Data shown section start

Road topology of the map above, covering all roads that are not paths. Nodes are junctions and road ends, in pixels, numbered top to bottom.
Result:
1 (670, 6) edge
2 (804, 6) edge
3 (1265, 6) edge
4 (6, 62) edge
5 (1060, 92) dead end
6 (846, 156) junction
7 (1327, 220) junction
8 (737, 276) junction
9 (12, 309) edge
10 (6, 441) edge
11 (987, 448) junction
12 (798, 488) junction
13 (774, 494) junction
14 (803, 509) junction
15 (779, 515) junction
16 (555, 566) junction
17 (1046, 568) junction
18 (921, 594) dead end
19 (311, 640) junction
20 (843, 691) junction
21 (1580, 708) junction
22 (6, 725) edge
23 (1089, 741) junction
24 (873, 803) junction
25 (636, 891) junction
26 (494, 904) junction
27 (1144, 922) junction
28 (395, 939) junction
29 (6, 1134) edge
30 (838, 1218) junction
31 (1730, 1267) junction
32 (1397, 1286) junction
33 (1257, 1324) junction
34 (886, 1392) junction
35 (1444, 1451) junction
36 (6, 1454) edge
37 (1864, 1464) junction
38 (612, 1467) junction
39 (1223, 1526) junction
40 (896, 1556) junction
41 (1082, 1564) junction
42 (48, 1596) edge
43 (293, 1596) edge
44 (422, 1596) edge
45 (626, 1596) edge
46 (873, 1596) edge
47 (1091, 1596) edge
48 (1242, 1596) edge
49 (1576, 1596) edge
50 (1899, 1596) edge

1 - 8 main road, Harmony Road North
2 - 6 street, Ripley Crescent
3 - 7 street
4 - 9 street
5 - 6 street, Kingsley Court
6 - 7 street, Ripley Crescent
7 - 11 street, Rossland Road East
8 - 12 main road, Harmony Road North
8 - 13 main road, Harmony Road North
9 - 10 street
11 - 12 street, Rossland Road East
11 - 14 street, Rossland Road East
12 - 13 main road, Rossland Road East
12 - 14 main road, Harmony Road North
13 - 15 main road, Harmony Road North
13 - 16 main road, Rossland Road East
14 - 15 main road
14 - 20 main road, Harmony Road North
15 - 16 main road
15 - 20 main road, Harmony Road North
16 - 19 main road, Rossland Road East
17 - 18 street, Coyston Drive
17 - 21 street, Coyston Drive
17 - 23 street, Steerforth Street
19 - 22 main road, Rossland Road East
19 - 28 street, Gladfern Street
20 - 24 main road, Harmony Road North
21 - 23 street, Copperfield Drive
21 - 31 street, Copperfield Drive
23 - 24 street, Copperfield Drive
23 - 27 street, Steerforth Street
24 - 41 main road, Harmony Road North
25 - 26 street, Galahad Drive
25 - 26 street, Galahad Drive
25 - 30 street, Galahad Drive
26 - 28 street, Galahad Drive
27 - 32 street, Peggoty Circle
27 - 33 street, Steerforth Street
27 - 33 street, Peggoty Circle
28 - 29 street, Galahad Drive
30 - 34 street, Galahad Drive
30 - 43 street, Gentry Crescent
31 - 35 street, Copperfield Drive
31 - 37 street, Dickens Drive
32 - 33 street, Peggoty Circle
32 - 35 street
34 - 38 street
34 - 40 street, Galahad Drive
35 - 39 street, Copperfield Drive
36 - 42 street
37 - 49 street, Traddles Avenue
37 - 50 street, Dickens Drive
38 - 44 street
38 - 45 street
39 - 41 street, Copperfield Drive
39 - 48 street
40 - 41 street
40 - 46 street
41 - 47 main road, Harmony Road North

Data shown section end

Give only the number of lines in the records that contain the string "Harmony".

- _Result_:
10